-------- Data for analysis

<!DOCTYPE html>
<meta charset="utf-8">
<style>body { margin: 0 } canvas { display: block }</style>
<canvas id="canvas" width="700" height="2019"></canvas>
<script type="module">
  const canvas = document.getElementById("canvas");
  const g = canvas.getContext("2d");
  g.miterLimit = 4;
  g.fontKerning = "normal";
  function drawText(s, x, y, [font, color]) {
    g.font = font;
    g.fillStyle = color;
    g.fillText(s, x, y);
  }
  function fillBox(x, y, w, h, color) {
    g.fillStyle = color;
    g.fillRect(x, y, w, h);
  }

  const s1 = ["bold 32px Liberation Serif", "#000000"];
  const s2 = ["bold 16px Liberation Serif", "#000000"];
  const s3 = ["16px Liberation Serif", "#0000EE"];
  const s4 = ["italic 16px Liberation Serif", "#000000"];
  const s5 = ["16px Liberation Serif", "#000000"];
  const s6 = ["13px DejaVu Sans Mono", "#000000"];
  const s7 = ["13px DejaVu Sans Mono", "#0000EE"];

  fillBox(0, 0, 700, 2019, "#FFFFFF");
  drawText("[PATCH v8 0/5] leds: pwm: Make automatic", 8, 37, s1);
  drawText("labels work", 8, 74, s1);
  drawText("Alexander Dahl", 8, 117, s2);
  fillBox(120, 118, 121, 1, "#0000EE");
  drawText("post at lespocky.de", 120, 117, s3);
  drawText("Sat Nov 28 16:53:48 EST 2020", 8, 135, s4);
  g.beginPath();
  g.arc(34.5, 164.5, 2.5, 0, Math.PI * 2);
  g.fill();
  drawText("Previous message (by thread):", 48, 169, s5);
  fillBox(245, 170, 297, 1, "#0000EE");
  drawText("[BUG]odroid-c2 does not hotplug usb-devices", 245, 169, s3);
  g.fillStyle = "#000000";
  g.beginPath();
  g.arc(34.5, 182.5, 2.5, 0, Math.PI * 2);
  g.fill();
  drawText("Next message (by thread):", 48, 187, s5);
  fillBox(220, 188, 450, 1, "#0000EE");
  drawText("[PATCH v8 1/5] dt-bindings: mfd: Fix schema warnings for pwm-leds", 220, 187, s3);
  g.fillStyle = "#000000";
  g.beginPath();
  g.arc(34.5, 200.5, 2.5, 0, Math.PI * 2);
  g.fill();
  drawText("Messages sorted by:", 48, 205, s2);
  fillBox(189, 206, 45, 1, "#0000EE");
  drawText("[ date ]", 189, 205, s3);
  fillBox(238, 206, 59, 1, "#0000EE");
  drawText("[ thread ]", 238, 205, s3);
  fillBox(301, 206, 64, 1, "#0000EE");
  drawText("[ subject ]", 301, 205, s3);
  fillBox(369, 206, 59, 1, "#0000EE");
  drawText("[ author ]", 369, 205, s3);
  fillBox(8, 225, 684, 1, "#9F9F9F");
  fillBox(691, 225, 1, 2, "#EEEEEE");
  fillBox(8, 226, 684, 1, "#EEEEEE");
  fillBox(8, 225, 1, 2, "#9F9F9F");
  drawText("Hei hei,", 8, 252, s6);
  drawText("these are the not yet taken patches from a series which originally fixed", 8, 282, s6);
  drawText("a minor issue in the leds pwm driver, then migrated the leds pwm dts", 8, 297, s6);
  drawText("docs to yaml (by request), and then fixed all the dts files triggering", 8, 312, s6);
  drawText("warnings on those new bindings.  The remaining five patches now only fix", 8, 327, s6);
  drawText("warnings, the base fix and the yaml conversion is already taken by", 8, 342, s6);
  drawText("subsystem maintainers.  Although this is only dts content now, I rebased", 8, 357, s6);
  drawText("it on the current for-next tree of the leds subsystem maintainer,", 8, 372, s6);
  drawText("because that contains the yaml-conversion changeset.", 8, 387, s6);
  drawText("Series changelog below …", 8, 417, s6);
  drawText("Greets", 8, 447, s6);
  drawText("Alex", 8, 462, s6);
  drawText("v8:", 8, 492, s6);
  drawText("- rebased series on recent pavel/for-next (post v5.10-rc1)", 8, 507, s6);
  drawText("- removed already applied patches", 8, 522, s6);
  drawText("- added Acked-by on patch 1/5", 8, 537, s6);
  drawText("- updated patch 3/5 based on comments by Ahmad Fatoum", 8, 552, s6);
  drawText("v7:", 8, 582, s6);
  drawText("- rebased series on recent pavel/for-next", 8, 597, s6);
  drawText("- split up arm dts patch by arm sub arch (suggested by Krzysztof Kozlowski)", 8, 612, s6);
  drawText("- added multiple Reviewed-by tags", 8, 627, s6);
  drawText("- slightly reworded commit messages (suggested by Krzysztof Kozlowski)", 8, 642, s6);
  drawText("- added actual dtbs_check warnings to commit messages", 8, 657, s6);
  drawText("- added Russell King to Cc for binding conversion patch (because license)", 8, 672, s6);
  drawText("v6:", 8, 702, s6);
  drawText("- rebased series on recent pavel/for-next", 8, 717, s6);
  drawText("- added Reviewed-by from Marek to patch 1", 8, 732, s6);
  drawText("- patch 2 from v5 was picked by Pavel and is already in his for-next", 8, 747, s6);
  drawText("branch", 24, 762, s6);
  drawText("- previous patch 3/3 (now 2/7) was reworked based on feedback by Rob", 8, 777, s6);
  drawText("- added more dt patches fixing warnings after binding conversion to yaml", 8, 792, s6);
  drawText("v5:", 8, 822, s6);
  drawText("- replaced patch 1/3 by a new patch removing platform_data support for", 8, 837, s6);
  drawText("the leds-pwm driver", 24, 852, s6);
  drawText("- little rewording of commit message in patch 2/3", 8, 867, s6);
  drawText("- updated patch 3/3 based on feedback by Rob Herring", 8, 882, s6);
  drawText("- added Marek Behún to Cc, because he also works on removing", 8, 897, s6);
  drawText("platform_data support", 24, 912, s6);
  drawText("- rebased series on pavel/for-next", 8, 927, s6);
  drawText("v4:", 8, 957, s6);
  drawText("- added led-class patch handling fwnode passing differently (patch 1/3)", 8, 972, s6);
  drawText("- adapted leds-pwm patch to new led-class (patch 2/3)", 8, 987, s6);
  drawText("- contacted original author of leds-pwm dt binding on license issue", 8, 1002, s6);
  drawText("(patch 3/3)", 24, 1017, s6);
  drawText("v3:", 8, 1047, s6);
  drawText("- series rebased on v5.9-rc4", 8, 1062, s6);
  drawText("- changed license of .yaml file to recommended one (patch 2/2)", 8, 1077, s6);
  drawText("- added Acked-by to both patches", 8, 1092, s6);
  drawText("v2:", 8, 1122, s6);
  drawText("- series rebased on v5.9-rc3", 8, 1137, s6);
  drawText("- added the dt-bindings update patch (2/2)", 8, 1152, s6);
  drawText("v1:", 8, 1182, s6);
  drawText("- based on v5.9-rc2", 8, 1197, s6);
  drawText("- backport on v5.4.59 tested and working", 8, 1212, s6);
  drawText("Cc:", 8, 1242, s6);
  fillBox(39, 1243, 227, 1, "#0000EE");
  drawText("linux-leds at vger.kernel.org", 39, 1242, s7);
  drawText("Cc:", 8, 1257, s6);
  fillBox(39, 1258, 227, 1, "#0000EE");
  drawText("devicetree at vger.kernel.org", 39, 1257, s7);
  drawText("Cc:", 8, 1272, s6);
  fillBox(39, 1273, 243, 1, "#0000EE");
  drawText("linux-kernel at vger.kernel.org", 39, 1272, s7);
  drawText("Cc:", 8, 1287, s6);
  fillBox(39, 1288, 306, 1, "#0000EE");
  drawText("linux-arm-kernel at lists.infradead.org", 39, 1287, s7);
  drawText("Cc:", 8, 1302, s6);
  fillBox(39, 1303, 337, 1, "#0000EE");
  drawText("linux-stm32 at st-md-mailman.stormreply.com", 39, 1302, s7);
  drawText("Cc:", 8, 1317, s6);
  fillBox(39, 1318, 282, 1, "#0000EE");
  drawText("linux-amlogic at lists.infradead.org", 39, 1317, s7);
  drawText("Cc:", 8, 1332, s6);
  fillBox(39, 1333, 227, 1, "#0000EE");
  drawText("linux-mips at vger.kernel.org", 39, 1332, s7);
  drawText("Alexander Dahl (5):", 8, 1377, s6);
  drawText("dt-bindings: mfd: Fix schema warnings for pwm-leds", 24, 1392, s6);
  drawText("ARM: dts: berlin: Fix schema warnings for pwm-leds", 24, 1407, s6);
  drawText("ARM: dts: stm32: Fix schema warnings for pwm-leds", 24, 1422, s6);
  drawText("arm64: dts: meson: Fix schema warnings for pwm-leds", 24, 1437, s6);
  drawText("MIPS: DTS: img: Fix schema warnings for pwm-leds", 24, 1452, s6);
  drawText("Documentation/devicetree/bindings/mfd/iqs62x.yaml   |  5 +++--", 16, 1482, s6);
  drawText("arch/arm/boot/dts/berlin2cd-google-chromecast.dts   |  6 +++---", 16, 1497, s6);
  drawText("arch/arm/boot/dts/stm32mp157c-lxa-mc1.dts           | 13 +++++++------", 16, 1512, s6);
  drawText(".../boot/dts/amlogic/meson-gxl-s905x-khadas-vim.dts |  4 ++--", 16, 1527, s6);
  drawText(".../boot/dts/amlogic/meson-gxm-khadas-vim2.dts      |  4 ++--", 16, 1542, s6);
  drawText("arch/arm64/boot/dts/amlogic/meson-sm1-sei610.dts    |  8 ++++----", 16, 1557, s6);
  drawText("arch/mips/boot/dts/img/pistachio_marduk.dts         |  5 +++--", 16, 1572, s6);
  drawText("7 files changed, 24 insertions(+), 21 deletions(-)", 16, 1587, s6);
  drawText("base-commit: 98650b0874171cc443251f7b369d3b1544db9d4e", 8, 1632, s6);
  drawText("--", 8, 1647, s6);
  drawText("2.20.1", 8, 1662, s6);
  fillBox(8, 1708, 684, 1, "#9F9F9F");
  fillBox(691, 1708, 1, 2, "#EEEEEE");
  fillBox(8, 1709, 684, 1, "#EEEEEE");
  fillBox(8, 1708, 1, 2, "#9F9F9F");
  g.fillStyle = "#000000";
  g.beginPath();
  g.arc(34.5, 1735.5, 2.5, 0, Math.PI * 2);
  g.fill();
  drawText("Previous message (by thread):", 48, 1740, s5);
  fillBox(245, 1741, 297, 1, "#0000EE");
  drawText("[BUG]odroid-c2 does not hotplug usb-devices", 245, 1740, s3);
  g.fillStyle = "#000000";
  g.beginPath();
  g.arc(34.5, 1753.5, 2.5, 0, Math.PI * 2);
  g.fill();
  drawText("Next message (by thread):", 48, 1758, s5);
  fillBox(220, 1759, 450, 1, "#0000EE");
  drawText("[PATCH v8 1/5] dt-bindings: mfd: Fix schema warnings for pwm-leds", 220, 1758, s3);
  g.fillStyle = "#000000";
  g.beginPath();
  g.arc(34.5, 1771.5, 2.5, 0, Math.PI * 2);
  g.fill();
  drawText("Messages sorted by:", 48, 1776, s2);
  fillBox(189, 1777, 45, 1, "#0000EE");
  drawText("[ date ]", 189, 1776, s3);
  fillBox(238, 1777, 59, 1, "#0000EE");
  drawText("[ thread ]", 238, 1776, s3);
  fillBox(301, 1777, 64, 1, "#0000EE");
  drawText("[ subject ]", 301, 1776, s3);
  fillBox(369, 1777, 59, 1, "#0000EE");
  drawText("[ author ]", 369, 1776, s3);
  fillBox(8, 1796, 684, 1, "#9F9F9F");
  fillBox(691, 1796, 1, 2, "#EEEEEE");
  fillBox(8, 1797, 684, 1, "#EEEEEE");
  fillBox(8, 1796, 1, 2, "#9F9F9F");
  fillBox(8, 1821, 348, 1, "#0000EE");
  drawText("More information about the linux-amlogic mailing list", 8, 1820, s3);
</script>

----------------

▶ _Work instruction_:
When a line contains the string "Kozlowski", copy it from the records.

▶ _Output of the exercise_:
  drawText("- split up arm dts patch by arm sub arch (suggested by Krzysztof Kozlowski)", 8, 612, s6);
  drawText("- slightly reworded commit messages (suggested by Krzysztof Kozlowski)", 8, 642, s6);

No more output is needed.